One of my pet peeves is stories, whether written or performed, that have incorrect military information.  Some of the wrong information is simple, such as my current peeve, and some of it is illogical made-up-stuff.

Tonight’s irritation is with an episode of “Unforgettable.”  In the story, a Veterans Administration doctor has been asked by Unforgettable’s main character about a veteran who is a person of interest in a murder (the Crazed Veteran is always a popular character if you need a military person in your story).   The veteran in question would be fluent in Pashto, a language in Afghanistan.  The doctor replied to the detective that it would take several tours in Afghanistan for a soldier to become fluent in Pashto, and then says that she does have a client in counseling who fits the description — a corporal.

Insert rant about ‘if you plan on writing about something, learn the basic information about it.’

In the Army, a corporal is an E4, a junior enlisted rank.  If this person were a corporal he wouldn’t have had enough time in service to easily become fluent in Pashto, unless he’d been demoted multiple times.  Pashto is a language that the Foreign Service Institute rates as a level 2 or 3 language, levels that take between 34 – 48 weeks of full-time study for basic proficiency. Unless a person were being trained as a linguist, it is unlikely that the Army would invest the time for the training.

Which brings us to another point.  The photo of the uniformed ‘person of interest’ shows a relatively long-haired white-bread man (for today’s military) in an Army uniform, wearing infantry brass backed by a light blue disc.  An infantryman in Afghanistan is not surprising, however, an infantryman wouldn’t have linguistic training.  If an infantryman had acquired fluency in Pashto — either from multiple tours in Afghanistan or from language training — he would have been in the Army long enough to be more than a corporal.  Still, for story-purposes, a Pashto-spouting bad guy is more menacing than your average veteran.
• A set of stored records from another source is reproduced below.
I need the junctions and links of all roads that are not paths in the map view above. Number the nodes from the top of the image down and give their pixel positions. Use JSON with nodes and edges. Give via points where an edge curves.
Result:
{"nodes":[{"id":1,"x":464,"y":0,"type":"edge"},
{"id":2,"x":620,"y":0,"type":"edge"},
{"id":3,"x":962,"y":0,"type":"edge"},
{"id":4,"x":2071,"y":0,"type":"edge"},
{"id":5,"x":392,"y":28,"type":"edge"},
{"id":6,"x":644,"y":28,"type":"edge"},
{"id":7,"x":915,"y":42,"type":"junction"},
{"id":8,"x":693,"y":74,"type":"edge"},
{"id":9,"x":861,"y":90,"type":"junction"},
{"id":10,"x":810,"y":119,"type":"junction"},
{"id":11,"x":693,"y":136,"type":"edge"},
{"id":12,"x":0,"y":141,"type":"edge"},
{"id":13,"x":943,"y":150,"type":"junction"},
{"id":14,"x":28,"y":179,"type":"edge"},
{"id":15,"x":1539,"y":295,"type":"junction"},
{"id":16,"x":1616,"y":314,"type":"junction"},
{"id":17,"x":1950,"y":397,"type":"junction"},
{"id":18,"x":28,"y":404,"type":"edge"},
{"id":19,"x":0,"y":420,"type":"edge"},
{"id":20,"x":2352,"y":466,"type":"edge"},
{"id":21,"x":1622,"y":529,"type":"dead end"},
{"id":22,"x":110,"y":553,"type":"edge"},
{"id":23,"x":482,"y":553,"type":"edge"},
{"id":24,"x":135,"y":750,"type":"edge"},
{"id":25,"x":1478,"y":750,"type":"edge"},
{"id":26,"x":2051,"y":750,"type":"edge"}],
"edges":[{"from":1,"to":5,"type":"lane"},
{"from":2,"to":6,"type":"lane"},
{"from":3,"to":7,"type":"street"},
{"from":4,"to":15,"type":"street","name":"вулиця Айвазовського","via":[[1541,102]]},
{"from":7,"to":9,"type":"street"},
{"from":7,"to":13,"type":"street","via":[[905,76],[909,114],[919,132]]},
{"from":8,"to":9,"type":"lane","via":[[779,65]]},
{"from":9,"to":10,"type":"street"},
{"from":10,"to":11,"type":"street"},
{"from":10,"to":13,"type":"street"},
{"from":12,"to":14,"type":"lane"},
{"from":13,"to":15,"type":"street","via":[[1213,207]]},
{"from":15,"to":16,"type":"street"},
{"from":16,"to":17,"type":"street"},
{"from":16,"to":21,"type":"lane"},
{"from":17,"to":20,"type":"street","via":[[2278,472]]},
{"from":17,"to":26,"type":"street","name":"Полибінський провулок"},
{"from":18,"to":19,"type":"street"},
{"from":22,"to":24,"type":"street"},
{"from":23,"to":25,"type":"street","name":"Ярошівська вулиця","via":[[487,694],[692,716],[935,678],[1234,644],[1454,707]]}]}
Then there’s the fiction that he’s a corporal.  In today’s Army, very few military occupational specialties (MOSes — ie, ‘jobs’) use the rank of corporal.  An E4 in the infantry would be a specialist unless he were filling a leadership position.

Specialist is a designation retained from when the Army had ranks from Specialist Fourth Class up to Specialist Seventh Class alongside the NCO ranks of the same pay grades.  In today’s Army, and of the specialist ranks, only the E4-Specialist rank remains.  I’d say this story character wouldn’t be a corporal because, as I said before, if he’d been in the Army long enough to be fluent in Pashto, he was probably demoted more than once and wouldn’t be leader material.

Now if this service member were a Marine, then the corporal rank is appropriate — although, as a Pashto-speaking-E4, he still would be suffering from the time-in-service problem concerning the language fluency.

The holes in this one story point are large enough to drive a truck through.

Writers — and producers and directors — if you’re going to use the Crazed Veteran character in your stories, at least do the poor guy the honor of getting his backstory straight.